Furthermore, the CPU 930 can be based on the Von Neuman model or the Harvard model. The CPU 930 can be a digital signal processor, an FPGA, an ASIC, a PLA, a PLD, or a CPLD. Further, the CPU 930 can be an x86 processor by Intel or by AMD; an ARM processor, a Power architecture processor by, e.g., IBM; a SPARC architecture processor by Sun Microsystems or by Oracle; or other known CPU architecture.

Referring again to FIG. 9, the data processing system 900 can include that the SB/ICH 920 is coupled through a system bus to an I/O Bus, a read only memory (ROM) 956, universal serial bus (USB) port 964, a flash binary input/output system (BIOS) 968, and a graphics controller 958. PCI/PCIe devices can also be coupled to SB/ICH 988 through a PCI bus 962.

The PCI devices may include, for example, Ethernet adapters, add-in cards, and PC cards for notebook computers. The Hard disk drive 960 and CD-ROM 966 can use, for example, an integrated drive electronics (IDE) or serial advanced technology attachment (SATA) interface. In one implementation the I/O bus can include a super I/O (SIO) device.

Further, the hard disk drive (HDD) 960 and optical drive 966 can also be coupled to the SB/ICH 920 through a system bus. In one implementation, a keyboard 970, a mouse 972, a parallel port 978, and a serial port 976 can be connected to the system bus through the I/O bus. Other peripherals and devices that can be connected to the SB/ICH 920 using a mass storage controller such as SATA or PATA, an Ethernet port, an ISA bus, a LPC bridge, SMBus, a DMA controller, and an Audio Codec.

Moreover, the present disclosure is not limited to the specific circuit elements described herein, nor is the present disclosure limited to the specific sizing and classification of these elements. For example, the skilled artisan will appreciate that the circuitry described herein may be adapted based on changes on battery sizing and chemistry, or based on the requirements of the intended back-up load to be powered.

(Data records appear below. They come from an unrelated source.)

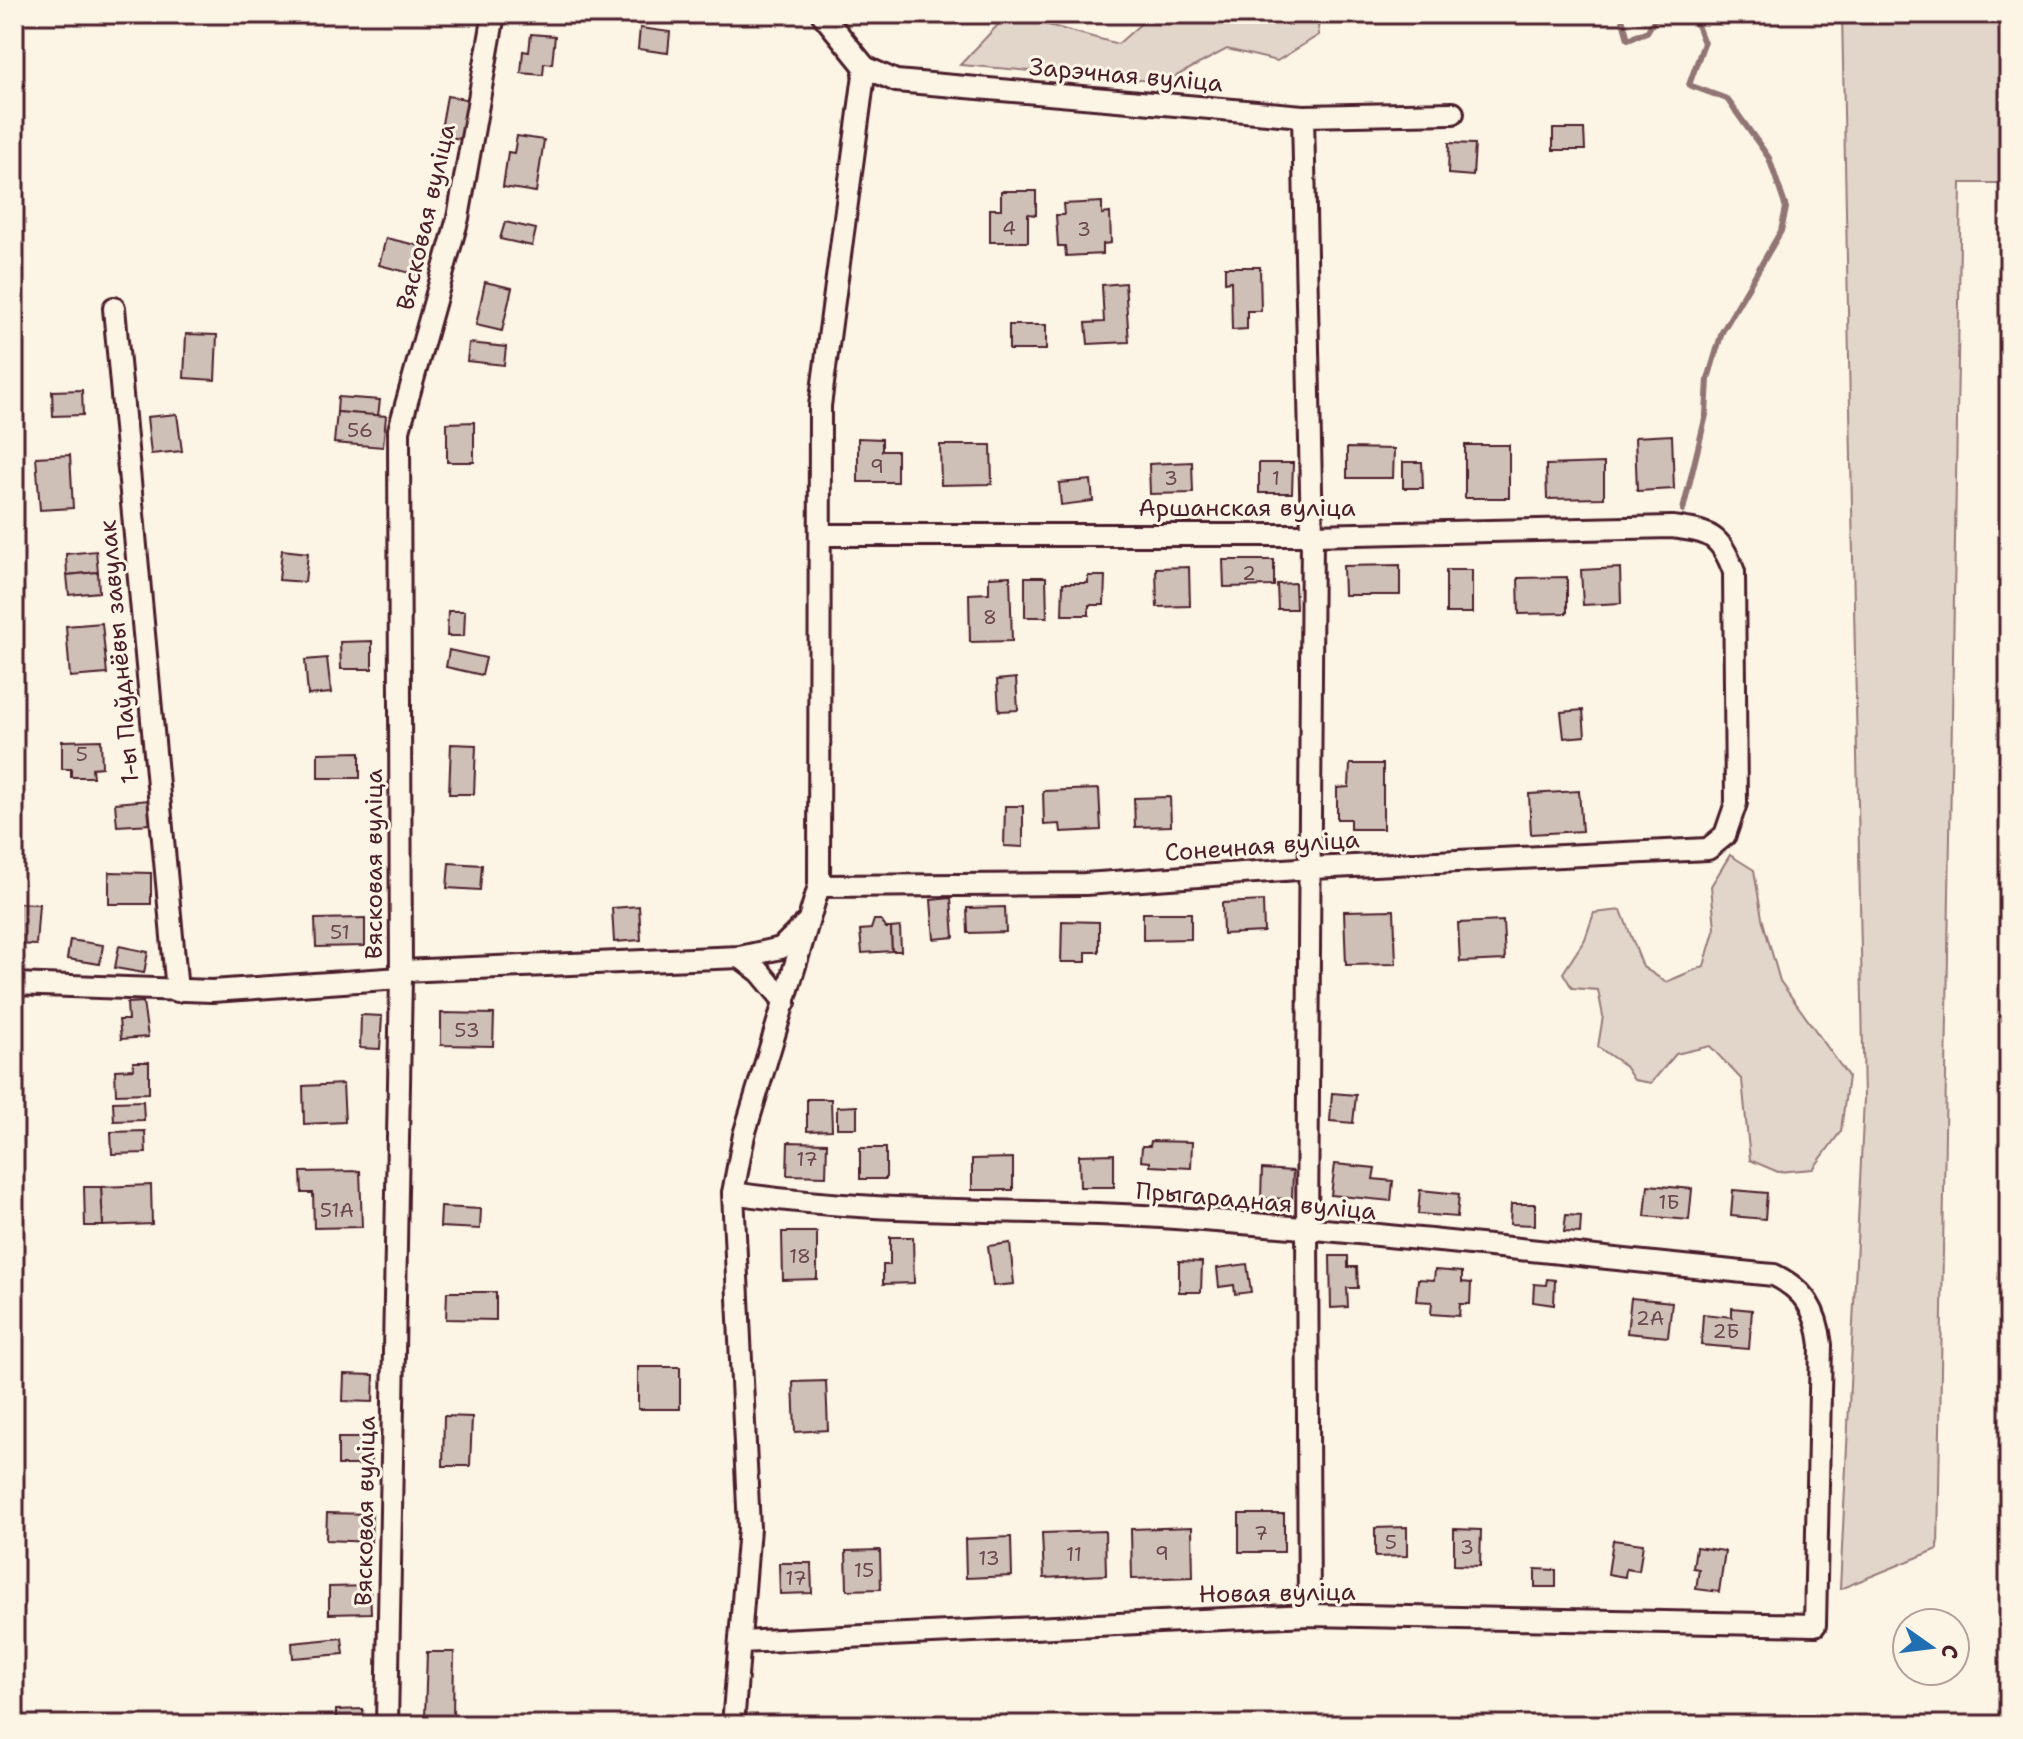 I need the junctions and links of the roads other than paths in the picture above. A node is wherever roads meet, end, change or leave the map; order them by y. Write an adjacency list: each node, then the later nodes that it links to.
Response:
1 (494, 14): 14 (street, Вясковая вуліца)
2 (822, 14): 3 (street, Зарэчная вуліца)
3 (865, 67): 5 (street, Зарэчная вуліца); 7 (street)
4 (1453, 113): 5 (street, Зарэчная вуліца)
5 (1303, 116): 8 (street)
6 (114, 308): 16 (street, 1-ы Паўднёвы завулак)
7 (822, 535): 8 (street, Аршанская вуліца); 11 (street)
8 (1312, 535): 9 (street, Аршанская вуліца); 10 (street)
9 (1708, 849): 10 (street, Сонечная вуліца)
10 (1312, 868): 11 (street, Сонечная вуліца); 19 (street)
11 (819, 886): 12 (street)
12 (813, 913): 13 (street); 17 (street)
13 (740, 957): 14 (street); 17 (street)
14 (401, 974): 16 (street); 23 (street, Вясковая вуліца)
15 (14, 984): 16 (street)
16 (177, 991)
17 (785, 1002): 18 (street)
18 (733, 1193): 19 (street, Прыгарадная вуліца); 22 (street)
19 (1307, 1230): 20 (street); 21 (street, Прыгарадная вуліца)
20 (1309, 1615): 21 (street, Новая вуліца); 22 (street, Новая вуліца)
21 (1815, 1625)
22 (740, 1642): 24 (street)
23 (387, 1725)
24 (733, 1725)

The functions and features described herein may also be executed by various distributed components of a system. For example, one or more processors may execute these system functions, wherein the processors are distributed across multiple components communicating in a network. The distributed components may include one or more client and server machines, which may share processing, as shown by FIG. 11, in addition to various human interface and communication devices (e.g., display monitors, smart phones, tablets, personal digital assistants (PDAs)). More specifically, FIG. 11 illustrates client devices including a smart phone 1101, a tablet 1102, a mobile device terminal 1104 and fixed terminals 1106. These client devices may be commutatively coupled with a mobile network service 1120 via a base station 1156, an access point 1154, a satellite 1152 or via an internet connection. The mobile network service 1120 may comprise central processors 1122, a server 1124 and a database 1126. The fixed terminals 1106 and the mobile network service 1120 may be commutatively coupled via an internet connection to functions in cloud 1130 that may comprise a security gateway 1132, a data center 1134, a cloud controller 1136, a data storage 1138 and a provisioning tool 1140. The network may be a private network, such as the LAN or the WAN, or may be the public network, such as the Internet. Input to the system may be received via direct user input and received remotely either in real-time or as a batch process.

Additionally, some implementations may be performed on modules or hardware not identical to those described. Accordingly, other implementations are within the scope that may be disclosed.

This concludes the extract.